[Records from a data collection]
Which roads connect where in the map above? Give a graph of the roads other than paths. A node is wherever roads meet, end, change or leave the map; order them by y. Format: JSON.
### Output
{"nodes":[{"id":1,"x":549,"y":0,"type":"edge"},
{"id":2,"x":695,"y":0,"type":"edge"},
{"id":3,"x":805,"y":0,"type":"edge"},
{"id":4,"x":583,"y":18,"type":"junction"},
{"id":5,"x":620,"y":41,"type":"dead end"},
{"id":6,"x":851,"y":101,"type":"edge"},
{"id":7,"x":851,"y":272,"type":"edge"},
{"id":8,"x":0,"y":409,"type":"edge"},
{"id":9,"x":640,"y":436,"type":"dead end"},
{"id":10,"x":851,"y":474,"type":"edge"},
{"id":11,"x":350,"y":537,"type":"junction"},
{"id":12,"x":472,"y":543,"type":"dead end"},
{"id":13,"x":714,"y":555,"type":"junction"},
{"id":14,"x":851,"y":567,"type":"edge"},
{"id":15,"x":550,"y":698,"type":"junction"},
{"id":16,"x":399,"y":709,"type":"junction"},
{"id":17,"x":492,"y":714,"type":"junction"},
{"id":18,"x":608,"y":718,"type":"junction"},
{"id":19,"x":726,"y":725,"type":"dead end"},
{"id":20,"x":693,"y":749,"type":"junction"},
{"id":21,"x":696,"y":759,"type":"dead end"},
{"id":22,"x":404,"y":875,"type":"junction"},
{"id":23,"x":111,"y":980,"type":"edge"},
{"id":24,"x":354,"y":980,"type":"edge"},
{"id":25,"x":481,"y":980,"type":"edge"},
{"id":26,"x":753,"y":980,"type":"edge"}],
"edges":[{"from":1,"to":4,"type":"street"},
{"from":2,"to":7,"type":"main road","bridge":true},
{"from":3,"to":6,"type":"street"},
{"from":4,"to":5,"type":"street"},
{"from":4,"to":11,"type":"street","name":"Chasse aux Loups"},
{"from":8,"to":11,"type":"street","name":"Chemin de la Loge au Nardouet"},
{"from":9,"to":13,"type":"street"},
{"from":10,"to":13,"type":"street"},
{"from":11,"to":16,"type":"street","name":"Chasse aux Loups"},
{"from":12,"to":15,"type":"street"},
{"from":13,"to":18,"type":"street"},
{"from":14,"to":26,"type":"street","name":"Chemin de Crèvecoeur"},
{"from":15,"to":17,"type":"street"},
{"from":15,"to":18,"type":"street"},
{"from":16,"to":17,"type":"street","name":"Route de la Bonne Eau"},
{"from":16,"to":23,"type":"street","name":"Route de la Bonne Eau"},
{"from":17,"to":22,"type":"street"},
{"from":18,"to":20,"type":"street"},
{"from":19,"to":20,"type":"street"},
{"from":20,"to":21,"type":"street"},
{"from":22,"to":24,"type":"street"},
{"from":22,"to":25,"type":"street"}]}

• **Instructions for the task**
Reproduce every line from the entries that holds the word "name".

• **Task solution**
{"from":4,"to":11,"type":"street","name":"Chasse aux Loups"},
{"from":8,"to":11,"type":"street","name":"Chemin de la Loge au Nardouet"},
{"from":11,"to":16,"type":"street","name":"Chasse aux Loups"},
{"from":14,"to":26,"type":"street","name":"Chemin de Crèvecoeur"},
{"from":16,"to":17,"type":"street","name":"Route de la Bonne Eau"},
{"from":16,"to":23,"type":"street","name":"Route de la Bonne Eau"},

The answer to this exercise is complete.